■ Problem description
Go line by line through the data below, counting each one that has "Friedrich", and give the final count only.

■ Records contained in a dataset
┄┄┄┄┄┄┄┄┄┄┄┄┄┄┄┄┄┄┄┄

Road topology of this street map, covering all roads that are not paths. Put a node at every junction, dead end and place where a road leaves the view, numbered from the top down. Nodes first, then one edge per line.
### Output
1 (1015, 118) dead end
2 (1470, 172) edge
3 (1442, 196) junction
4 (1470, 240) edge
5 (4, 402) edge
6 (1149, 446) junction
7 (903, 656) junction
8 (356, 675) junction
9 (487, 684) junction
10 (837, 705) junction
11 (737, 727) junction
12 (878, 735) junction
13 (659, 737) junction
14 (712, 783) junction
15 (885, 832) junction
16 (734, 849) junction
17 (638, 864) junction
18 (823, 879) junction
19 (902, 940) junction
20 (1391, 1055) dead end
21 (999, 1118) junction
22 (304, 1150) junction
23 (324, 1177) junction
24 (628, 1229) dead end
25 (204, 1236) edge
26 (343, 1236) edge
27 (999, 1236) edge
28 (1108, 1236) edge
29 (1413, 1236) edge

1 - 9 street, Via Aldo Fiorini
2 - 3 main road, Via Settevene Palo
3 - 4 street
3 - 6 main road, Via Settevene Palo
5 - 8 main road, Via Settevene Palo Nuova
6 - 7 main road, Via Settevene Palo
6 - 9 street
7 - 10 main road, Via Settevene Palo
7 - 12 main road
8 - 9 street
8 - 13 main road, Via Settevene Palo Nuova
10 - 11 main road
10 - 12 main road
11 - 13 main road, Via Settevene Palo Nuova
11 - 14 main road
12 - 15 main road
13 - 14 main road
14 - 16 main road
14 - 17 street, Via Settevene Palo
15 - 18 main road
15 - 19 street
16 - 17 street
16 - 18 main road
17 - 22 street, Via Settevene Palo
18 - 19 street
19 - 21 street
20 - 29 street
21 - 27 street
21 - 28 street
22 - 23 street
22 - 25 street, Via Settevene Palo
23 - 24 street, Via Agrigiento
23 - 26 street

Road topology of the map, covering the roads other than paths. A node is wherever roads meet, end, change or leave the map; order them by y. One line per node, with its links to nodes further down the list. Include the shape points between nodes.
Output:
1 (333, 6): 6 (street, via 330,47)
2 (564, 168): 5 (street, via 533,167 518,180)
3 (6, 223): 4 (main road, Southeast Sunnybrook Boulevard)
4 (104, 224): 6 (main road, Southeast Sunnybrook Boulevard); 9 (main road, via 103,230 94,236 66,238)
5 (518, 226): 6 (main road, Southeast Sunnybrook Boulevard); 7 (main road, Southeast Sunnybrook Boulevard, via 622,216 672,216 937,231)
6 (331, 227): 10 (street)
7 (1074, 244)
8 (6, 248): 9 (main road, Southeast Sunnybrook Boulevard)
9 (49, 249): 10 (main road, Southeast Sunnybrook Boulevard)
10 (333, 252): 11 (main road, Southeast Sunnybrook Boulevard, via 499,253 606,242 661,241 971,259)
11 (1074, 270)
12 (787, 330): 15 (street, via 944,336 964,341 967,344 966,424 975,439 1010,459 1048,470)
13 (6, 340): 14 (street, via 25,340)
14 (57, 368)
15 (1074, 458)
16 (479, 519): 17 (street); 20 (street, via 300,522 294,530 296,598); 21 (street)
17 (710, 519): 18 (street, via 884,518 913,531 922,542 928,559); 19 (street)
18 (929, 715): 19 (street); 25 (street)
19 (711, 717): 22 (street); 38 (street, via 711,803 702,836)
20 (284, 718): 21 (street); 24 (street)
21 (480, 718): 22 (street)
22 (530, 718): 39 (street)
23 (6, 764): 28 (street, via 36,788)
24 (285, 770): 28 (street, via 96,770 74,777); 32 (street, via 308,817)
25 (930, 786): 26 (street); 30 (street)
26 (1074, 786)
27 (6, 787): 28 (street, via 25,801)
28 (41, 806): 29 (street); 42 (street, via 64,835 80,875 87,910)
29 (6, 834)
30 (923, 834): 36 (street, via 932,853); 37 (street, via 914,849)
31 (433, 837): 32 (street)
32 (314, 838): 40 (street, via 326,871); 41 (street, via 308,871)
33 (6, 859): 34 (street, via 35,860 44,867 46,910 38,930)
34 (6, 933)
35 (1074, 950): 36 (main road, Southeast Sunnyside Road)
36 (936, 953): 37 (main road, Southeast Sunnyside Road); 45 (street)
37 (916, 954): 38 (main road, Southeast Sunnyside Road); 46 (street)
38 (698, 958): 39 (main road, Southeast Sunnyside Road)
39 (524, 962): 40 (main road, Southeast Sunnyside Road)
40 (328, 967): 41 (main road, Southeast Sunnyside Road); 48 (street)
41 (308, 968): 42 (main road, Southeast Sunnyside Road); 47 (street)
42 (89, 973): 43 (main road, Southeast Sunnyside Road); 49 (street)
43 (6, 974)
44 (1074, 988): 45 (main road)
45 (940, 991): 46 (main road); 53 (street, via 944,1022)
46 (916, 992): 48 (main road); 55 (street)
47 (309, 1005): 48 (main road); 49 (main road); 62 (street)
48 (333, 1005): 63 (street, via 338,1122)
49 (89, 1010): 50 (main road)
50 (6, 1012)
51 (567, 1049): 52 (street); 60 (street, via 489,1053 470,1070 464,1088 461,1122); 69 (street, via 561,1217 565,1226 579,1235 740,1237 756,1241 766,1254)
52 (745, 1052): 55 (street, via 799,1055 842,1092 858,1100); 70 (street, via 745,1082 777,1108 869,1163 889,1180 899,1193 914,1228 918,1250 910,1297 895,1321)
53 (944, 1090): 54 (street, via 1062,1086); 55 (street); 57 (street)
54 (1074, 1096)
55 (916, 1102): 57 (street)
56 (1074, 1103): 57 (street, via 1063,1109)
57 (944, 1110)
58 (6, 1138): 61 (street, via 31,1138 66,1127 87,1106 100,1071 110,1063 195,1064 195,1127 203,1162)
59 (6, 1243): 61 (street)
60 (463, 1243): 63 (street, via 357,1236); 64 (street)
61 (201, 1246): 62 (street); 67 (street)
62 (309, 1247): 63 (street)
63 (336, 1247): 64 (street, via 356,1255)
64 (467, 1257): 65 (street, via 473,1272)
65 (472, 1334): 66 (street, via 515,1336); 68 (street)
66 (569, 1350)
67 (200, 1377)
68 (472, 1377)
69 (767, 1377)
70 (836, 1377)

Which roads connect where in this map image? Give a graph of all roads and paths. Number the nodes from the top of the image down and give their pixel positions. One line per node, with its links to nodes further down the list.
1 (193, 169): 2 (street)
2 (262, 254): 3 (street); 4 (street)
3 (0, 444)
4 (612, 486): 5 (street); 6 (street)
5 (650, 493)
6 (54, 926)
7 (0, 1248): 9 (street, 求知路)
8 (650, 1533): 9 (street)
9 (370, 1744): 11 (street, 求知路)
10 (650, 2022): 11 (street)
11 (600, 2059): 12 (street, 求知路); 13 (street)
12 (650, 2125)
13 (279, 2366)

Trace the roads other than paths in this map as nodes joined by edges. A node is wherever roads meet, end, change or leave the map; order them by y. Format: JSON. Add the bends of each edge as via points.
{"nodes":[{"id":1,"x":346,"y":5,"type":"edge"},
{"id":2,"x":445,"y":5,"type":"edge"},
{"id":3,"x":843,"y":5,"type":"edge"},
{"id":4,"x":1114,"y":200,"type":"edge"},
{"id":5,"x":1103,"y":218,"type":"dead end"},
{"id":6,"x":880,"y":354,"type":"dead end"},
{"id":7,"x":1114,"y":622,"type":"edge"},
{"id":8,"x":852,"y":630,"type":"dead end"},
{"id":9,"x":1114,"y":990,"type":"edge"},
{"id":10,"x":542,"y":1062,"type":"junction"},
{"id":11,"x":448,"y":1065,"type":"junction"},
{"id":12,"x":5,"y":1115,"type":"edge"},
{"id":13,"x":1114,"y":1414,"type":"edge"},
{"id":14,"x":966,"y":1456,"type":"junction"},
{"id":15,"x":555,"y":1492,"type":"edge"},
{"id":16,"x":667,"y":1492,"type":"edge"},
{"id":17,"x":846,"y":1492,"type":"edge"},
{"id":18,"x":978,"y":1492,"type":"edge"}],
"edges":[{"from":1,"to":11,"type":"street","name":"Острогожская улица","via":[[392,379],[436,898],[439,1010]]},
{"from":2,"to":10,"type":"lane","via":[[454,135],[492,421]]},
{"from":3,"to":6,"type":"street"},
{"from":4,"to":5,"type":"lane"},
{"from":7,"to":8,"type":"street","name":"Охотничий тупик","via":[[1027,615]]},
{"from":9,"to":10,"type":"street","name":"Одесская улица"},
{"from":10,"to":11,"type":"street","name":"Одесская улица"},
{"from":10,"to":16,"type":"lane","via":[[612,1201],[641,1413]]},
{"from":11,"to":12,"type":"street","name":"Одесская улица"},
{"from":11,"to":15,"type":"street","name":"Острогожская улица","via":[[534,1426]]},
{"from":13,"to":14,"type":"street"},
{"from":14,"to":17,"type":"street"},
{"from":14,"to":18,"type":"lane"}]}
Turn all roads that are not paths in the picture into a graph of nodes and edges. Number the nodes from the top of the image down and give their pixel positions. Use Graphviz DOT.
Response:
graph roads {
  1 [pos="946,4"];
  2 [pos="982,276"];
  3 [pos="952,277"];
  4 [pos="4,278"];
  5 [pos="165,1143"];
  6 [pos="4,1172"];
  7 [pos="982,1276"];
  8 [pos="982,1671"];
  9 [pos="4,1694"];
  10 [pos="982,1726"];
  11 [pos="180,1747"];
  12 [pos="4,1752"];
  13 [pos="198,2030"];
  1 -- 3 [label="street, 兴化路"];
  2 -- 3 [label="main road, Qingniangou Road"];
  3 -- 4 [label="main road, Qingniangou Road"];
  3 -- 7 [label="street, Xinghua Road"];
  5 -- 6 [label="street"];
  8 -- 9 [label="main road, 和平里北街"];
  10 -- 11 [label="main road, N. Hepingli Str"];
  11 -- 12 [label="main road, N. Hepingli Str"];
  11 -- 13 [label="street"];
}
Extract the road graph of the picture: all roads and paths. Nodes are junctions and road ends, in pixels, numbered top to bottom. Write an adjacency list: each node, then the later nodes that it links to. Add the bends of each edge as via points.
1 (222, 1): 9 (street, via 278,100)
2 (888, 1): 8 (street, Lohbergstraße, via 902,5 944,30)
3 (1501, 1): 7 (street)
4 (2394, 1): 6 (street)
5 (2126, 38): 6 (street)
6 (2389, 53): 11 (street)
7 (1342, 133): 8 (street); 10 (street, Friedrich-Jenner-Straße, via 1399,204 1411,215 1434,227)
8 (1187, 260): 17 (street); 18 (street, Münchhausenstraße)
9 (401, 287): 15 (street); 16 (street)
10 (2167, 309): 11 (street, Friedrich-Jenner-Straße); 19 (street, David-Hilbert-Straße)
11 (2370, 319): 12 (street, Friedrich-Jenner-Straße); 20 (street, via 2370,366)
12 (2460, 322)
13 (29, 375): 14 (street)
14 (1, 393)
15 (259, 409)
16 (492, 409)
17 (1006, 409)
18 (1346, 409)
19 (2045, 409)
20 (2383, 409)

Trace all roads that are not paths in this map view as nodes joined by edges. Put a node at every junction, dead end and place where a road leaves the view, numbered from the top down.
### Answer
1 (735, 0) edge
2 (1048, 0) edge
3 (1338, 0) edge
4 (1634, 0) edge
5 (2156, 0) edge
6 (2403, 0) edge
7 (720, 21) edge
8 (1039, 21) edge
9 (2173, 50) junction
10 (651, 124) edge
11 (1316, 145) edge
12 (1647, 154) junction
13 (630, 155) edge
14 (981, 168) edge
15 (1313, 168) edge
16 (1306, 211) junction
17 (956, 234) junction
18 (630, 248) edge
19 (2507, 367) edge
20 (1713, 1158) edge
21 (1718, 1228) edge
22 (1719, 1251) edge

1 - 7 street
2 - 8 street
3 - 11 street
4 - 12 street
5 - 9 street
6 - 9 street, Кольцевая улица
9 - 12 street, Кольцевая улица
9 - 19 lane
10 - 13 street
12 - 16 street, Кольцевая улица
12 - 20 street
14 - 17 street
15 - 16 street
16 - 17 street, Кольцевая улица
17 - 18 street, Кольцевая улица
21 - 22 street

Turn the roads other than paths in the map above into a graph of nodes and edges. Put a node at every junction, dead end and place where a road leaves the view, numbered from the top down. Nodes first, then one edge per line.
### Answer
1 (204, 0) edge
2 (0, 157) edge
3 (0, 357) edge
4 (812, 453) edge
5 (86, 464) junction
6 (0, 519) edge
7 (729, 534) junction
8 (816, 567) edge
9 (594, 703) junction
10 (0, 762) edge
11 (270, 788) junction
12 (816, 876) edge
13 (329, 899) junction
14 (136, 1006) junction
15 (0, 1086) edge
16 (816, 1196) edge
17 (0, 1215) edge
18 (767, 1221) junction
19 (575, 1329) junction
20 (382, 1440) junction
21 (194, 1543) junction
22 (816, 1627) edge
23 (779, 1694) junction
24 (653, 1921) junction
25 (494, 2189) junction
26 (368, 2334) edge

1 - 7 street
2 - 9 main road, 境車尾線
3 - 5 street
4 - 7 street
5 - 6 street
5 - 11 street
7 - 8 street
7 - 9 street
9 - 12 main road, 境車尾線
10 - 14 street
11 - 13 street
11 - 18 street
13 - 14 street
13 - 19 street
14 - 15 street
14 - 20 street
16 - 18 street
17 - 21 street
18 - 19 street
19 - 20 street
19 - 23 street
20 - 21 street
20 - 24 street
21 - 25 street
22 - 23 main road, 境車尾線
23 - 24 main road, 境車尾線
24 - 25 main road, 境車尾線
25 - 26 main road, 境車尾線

┄┄┄┄┄┄┄┄┄┄┄┄┄┄┄┄┄┄┄┄

■ Written reply
3